Una mujer de Bolivia hizo la denuncia en 2007, cuando el niño tenía un año y 8 meses. Los ubicó a través de Facebook. El chico tenía otro nombre. El padre quedó detenido.

Su dolor debe ser inexplicable, como otra sensación que vivirá en las próximas horas cuando pueda ver o abrazar a su hijo. Una historia vislumbra justicia en Salta, un reencuentro anhelado por una joven mujer que buscó a su hijo durante doce años.

En 2007, una madre adolescente denunció que quien era “su pareja”, un hombre que en ese entonces tenía cerca de 30 años, se llevó al hijo de ambos. Los dos residían en Santa Cruz de la Sierra, Bolivia, y el bebé tenía un año y ocho meses. Estaba asentado con los apellidos de la madre y del padre.

El calvario

Para llevarse al pequeño, el hombre le dijo a la joven madre que necesitaba viajar a Cochabamba para visitar a familiares durante un fin de semana. Nada hizo sospechar a la joven sobre los planes de su pareja. Jamás regresó y, así, le arrebató a la mujer la posibilidad de ser una madre presente, y al hijo, la posibilidad de crecer junto a ella.

La joven (se resguardan identidades para proteger al niño) empezó una búsqueda que se extendió por distintos puntos de la geografía boliviana, como Cochabamba y La Paz. Ella, por cierto, tenía la custodia. Tocó puertas en la casa de familiares de su expareja, de amigos, conocidos, pero nadie le dio una respuesta, ni siquiera una pista.

La esperanza 

Según contaron fuentes de la investigación del caso, la semana pasada, la joven boliviana encontró en la red social Facebook a una mujer que entre sus contactos tenía al hombre que se había llevado a su hijo. Y también se dio con una imagen del niño, aunque ya adolescente. Siguió con el rastreo y constató que el chico asiste a una escuela de la capital salteña.

El padre cambió su apellido, también hizo lo mismo con la identidad del hijo. Le borró el apellido materno.

La joven cuenta con documentación que prueba la maternidad. Incluso ella había realizado una denuncia ante la Justicia boliviana cuando se llevaron a su hijo, en 2007.
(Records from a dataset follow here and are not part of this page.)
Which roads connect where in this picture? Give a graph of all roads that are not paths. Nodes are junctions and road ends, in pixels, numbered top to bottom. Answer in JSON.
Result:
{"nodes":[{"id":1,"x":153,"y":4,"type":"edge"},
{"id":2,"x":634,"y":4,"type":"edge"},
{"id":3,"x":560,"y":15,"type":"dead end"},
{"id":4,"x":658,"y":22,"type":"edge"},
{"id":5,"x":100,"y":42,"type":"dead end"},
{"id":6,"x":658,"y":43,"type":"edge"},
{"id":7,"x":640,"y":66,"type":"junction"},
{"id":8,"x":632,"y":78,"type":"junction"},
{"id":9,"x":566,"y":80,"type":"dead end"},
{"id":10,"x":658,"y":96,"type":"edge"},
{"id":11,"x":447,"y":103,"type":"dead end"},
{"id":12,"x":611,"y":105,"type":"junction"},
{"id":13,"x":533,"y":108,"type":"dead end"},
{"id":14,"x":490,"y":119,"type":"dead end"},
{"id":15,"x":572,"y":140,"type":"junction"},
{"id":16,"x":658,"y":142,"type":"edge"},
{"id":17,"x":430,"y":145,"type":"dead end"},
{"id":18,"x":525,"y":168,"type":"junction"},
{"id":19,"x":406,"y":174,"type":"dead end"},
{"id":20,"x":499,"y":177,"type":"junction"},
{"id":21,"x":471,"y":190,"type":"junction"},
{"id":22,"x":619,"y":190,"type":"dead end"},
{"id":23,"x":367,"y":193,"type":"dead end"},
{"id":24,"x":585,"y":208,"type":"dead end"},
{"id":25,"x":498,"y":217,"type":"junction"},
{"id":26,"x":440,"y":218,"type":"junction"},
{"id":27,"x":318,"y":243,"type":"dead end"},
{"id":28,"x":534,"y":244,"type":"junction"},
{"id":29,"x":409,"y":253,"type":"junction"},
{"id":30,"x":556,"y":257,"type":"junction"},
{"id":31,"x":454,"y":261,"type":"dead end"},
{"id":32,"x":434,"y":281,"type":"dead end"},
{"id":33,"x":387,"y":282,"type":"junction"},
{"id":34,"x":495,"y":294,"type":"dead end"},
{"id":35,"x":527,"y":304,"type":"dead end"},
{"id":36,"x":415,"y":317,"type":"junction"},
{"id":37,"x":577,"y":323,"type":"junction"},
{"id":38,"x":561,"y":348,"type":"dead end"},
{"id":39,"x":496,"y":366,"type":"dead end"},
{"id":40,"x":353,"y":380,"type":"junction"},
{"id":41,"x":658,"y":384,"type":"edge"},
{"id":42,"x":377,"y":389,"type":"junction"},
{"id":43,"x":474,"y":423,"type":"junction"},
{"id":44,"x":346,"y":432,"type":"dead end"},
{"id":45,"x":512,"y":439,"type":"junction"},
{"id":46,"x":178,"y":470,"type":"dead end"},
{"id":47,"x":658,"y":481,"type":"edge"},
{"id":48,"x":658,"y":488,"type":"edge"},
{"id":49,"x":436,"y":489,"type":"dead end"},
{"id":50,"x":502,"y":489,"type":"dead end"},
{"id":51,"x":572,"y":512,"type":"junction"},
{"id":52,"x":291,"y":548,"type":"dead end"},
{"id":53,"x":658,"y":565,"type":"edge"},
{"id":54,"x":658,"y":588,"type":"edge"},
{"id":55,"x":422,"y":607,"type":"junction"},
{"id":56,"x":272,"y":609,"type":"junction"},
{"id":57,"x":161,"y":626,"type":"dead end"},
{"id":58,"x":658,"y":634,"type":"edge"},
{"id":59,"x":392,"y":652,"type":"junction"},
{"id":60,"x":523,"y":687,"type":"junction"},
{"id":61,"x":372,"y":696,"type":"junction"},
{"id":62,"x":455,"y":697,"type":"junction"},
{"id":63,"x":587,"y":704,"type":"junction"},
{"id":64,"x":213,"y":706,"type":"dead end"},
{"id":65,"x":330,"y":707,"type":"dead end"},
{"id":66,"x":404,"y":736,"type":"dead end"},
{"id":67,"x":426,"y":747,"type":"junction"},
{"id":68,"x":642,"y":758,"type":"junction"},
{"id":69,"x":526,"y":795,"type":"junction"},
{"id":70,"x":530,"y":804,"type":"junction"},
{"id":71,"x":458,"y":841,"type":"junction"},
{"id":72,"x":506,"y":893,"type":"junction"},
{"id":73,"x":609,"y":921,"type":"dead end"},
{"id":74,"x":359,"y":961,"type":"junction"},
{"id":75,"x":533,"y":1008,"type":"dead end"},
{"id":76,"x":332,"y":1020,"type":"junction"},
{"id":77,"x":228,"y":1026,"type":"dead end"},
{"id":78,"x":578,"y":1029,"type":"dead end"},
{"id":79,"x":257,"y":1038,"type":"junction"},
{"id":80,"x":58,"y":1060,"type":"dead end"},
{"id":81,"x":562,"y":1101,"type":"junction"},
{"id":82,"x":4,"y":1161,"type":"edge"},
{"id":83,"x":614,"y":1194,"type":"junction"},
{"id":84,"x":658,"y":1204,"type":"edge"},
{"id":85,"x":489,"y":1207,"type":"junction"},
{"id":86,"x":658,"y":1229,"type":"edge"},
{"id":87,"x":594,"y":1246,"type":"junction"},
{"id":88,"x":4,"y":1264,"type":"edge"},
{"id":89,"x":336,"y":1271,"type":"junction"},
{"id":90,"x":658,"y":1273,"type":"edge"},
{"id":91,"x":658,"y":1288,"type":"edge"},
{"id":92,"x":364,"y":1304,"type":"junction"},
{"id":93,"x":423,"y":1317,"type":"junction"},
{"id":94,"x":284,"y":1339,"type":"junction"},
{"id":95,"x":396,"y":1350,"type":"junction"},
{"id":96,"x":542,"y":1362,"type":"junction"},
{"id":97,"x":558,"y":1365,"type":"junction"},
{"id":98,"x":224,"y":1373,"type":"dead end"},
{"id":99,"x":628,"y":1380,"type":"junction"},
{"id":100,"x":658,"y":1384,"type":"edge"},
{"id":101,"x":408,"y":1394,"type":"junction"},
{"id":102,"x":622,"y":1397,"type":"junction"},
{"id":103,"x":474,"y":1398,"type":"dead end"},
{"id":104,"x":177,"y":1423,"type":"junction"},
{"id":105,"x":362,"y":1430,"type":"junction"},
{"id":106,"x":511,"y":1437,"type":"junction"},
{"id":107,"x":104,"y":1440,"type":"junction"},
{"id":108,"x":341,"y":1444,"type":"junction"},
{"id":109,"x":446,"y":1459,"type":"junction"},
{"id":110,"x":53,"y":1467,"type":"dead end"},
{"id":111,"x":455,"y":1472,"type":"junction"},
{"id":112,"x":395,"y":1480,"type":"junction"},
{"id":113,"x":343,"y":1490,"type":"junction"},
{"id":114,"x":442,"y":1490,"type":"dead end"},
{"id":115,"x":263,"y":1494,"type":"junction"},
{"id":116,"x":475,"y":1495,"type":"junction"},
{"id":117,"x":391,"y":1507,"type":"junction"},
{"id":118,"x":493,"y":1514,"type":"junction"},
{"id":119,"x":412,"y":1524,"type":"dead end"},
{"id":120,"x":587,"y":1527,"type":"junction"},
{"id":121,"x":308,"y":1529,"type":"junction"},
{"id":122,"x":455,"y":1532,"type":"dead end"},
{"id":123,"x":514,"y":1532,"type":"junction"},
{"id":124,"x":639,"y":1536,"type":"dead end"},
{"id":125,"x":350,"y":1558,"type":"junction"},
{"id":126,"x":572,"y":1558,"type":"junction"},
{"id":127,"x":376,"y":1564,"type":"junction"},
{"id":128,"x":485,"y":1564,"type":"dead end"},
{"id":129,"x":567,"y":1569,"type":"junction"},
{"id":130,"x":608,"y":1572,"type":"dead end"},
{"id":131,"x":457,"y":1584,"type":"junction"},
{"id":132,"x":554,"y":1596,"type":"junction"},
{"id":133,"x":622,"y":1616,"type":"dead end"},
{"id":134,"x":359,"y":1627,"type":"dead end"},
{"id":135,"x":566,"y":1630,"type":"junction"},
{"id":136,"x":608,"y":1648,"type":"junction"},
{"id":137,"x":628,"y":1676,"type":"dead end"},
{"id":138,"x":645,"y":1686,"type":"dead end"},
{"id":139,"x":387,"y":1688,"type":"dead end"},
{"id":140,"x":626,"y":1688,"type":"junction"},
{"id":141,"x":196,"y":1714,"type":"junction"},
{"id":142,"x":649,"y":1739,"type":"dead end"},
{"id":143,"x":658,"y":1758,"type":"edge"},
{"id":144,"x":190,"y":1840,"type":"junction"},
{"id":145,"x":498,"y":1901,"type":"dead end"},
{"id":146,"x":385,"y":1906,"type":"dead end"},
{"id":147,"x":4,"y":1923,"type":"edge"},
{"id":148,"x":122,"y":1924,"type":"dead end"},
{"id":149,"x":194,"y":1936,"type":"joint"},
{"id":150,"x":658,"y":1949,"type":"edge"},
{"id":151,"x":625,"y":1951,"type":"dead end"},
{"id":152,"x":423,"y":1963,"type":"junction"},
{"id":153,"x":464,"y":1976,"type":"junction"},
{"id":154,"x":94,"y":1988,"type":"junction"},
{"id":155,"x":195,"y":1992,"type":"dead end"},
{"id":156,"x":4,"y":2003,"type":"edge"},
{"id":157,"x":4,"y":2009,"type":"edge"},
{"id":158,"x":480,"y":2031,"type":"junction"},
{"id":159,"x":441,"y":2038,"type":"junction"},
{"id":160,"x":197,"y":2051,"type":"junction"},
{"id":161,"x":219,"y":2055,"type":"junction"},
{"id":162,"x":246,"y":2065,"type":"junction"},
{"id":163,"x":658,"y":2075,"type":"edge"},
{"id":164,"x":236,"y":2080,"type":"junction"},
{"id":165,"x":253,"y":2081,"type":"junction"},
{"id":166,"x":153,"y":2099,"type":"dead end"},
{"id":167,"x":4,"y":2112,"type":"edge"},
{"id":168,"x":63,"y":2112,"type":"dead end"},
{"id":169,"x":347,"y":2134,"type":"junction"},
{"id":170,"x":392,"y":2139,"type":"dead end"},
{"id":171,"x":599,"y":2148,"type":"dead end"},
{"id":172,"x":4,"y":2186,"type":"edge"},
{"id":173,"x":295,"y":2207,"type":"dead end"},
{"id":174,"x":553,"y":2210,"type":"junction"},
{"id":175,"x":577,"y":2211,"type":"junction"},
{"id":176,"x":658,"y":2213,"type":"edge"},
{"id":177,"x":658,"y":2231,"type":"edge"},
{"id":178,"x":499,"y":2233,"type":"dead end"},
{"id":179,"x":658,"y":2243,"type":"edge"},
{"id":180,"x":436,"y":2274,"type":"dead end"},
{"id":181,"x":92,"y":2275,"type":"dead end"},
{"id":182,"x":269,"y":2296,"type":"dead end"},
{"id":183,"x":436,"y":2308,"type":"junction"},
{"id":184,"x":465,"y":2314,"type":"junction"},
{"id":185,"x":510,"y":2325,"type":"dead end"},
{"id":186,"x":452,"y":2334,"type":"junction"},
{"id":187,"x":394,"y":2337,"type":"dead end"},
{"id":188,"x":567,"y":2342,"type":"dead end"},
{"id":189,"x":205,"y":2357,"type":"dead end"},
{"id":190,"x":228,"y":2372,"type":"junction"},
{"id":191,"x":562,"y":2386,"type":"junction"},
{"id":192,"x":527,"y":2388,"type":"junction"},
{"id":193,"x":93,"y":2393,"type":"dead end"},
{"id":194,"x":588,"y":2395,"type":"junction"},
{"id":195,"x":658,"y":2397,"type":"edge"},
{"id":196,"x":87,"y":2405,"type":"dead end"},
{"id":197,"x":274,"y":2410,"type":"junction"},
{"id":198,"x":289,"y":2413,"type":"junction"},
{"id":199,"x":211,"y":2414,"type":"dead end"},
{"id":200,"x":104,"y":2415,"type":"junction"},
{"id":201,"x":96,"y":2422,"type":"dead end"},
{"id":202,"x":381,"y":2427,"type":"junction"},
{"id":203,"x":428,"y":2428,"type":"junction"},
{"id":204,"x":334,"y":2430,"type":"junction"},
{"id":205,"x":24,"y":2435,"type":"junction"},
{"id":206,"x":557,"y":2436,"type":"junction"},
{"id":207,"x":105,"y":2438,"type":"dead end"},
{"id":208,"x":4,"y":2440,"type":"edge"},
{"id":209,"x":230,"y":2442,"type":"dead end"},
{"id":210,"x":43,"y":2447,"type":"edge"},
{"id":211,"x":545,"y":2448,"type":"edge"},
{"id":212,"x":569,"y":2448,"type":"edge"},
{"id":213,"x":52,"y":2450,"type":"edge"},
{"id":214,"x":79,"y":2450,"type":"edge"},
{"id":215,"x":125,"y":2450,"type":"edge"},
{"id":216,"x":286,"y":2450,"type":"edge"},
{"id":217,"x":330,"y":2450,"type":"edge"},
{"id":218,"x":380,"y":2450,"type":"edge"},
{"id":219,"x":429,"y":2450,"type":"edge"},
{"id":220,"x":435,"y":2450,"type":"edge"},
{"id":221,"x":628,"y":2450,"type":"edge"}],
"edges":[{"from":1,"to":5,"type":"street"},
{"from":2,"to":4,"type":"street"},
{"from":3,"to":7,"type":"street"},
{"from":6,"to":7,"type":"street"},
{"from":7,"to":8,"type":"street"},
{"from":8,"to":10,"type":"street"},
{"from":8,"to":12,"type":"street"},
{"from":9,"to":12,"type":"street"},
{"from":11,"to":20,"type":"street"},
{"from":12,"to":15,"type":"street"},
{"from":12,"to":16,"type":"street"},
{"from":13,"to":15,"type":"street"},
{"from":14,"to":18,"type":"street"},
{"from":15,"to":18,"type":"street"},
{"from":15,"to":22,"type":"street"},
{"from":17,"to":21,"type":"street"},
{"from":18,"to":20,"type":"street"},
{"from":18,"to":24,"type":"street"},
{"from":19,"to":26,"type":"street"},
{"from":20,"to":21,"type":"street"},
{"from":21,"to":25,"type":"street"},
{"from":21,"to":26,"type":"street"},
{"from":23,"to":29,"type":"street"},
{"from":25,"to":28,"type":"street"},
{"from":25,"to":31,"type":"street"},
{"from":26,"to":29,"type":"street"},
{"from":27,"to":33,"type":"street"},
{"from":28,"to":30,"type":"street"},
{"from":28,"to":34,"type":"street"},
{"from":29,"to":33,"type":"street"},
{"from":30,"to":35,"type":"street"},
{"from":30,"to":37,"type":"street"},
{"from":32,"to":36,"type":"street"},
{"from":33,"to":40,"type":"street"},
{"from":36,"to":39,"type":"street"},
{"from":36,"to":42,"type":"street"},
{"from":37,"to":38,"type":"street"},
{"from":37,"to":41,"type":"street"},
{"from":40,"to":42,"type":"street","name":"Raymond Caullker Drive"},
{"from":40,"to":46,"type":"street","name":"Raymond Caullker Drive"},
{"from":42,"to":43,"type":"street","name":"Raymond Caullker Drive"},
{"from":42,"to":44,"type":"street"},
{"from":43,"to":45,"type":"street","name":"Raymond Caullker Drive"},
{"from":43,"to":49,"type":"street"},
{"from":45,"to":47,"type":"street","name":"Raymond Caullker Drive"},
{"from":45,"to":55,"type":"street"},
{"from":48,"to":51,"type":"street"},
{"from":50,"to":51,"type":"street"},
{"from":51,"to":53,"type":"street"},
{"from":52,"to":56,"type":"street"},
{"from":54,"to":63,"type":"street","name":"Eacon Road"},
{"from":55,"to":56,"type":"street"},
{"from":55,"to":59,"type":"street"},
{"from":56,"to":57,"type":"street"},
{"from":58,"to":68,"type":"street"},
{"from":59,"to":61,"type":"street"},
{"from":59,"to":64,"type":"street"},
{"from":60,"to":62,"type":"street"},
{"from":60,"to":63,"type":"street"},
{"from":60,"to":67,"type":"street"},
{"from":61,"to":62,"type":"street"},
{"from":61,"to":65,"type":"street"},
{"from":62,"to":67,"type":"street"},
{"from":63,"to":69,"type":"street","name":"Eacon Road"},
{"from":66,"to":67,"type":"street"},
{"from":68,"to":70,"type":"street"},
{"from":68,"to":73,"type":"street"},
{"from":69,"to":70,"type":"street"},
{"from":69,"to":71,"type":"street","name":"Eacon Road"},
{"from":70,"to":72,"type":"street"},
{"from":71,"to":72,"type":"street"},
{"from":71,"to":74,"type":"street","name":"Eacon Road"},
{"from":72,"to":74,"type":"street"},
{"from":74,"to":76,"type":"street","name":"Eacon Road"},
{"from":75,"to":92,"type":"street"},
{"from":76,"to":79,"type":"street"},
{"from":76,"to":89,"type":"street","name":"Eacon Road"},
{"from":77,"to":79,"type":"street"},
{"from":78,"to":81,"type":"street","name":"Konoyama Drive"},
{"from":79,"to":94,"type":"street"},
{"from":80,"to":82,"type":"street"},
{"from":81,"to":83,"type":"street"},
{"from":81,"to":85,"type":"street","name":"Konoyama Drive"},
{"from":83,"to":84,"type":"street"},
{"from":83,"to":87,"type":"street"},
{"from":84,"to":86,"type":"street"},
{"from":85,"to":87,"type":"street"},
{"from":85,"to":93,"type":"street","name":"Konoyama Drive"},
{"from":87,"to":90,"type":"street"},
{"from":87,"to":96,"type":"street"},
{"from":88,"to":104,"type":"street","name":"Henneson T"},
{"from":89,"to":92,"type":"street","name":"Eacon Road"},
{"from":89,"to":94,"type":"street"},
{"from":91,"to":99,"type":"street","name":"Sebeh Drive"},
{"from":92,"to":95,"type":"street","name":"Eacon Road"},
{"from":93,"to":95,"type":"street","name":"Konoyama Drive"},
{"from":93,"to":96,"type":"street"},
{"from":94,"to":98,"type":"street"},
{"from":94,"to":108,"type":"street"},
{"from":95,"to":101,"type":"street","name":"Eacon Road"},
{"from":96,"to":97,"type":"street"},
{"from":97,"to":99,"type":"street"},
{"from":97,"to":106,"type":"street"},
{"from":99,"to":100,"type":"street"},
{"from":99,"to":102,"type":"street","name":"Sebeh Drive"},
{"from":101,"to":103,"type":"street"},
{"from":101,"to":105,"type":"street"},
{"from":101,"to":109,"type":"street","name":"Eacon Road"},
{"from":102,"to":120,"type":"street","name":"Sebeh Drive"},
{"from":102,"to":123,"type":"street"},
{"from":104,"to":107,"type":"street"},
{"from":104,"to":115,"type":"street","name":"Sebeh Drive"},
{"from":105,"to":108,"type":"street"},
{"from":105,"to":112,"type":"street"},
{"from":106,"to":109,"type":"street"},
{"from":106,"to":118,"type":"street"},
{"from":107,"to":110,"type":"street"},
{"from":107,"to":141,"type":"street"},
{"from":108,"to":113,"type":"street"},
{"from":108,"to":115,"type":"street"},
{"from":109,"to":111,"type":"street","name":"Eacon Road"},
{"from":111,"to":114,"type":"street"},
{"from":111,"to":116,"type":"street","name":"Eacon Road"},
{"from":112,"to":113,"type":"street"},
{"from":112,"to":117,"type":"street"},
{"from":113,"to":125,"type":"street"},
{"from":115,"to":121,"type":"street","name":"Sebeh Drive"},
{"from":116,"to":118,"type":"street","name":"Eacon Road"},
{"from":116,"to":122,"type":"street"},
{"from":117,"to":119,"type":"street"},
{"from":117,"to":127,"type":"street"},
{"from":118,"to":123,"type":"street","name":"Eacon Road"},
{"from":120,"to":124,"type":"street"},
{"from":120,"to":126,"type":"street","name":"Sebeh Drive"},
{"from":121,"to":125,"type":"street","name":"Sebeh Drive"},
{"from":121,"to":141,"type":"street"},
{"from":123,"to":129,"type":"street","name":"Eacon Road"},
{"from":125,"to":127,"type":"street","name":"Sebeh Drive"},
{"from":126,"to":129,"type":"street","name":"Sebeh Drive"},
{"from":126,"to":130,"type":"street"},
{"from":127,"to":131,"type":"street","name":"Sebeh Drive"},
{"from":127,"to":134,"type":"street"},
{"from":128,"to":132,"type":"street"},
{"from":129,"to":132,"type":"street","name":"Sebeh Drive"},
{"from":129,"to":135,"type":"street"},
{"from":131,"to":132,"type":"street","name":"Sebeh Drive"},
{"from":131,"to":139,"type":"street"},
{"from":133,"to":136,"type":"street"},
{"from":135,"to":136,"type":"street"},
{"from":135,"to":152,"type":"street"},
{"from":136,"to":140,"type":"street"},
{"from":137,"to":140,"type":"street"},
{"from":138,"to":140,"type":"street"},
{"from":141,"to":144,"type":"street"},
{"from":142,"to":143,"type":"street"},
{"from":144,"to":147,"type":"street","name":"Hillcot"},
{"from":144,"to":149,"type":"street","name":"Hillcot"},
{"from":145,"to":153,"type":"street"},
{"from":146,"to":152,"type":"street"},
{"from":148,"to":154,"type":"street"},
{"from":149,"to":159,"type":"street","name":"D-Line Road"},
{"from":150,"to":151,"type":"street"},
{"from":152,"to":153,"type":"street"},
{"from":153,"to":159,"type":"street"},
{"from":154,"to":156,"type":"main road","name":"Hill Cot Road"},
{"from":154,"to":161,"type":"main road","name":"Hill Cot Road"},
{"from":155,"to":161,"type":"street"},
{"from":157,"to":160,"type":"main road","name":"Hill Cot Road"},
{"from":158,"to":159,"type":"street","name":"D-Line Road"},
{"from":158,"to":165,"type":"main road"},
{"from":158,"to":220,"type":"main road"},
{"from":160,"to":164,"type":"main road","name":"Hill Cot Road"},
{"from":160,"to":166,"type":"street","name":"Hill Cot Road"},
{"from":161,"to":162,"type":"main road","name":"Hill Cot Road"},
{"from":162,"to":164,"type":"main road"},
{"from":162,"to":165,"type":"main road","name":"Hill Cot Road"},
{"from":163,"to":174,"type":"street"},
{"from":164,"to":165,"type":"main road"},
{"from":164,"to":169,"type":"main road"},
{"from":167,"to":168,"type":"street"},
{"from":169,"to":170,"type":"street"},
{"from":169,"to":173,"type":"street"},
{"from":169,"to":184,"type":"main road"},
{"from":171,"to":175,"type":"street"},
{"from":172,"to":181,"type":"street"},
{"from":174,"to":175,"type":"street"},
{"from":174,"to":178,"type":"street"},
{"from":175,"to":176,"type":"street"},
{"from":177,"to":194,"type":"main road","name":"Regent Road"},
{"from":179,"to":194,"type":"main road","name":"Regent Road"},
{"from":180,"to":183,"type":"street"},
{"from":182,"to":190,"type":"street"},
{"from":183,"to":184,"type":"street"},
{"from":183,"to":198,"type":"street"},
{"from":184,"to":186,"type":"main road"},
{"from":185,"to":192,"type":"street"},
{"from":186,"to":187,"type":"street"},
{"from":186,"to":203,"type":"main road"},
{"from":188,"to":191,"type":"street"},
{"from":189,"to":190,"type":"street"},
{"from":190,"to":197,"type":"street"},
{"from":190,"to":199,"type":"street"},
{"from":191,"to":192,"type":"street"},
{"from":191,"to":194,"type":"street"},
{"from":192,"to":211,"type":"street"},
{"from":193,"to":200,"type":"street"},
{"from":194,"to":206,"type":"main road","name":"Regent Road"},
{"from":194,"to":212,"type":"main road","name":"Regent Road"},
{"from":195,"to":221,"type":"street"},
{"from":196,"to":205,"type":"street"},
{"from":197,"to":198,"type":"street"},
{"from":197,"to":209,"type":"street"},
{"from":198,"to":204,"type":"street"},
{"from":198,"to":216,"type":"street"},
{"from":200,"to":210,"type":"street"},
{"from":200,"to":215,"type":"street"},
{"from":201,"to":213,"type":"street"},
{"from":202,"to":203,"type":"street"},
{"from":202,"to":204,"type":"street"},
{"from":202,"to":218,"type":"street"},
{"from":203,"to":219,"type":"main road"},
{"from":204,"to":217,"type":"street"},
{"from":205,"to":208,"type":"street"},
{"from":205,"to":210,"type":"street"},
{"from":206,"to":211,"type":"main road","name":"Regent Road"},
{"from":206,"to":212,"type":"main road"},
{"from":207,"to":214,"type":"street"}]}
La joven, que ahora estudia abogacía, viajó a Salta y el lunes radicó una denuncia en la comisaría décima por el supuesto delito de sustracción de un menor. En el caso intervino el fiscal Ramiro Ramos Ossorio.

La mujer agarró un bolso, emprendió viaje y se instaló en un inquilinato cercano a la terminal de ómnibus. Justamente, cuando se le tomó la denuncia, acreditó las presentaciones judiciales que había encarado en 2007 en Santa Cruz de la Sierra.

Además, aportó los datos que encontró en las redes sociales.

Ramos Ossorio confirmó a El Tribuno que ayer ordenó un allanamiento en una vivienda ubicada en el barrio San Francisco Solano y solicitó la participación del Cuerpo de Investigadores Fiscales (CIF).

Ramos Ossorio detalló que se secuestró documentación como la inscripción del niño, con nacionalidad argentina, en Finca Pulares. En esos papeles solo aparece un apellido y se constató que se cambiaron los dos nombres del menor.

Acusación

El fiscal dispuso la detención del denunciado y adelantó que hoy se hará un imputación por el supuesto delito de sustracción de menores. No descartó que en el fuero federal se abra una causa por el cambio de identidad del niño.

Otras fuentes de la investigación precisaron que cuando se realizó el operativo del allanamiento, el adolescente se encontraba en un acto escolar. Incluso se puso en conocimiento a la directora del establecimiento la medida ordenada por la Justicia.

Tras la detención del padre, el menor quedó en resguardo de familiares paternos que tiene en Salta. Se sospecha que su papá le dijo que la madre había fallecido.

Al chico se le practicó un hisopado bucal para obtener una muestra de ADN, también se les tomaron las huellas dactilares. Al mismo procedimiento fue sometida la mujer, para cotejar el lazo sanguíneo.

Pese a que aún no están los resultados del ADN, hoy se concretaría una audiencia de reestablecimiento entre el chico y la mujer. Se consideró los otros elementos aportados por la mujer. El adolescente ya recibió asistencia psicológica y la mujer está contenida en un dispositivo de la Provincia.

El caso también evidencia la fragilidad de la frontera norte del país.

El padre pudo ingresar al país desde Bolivia sin ningún tipo de problemas y hasta pudo conseguir un nuevo nombre para encarar una vida distinta, pese a la cercanía con el vecino país.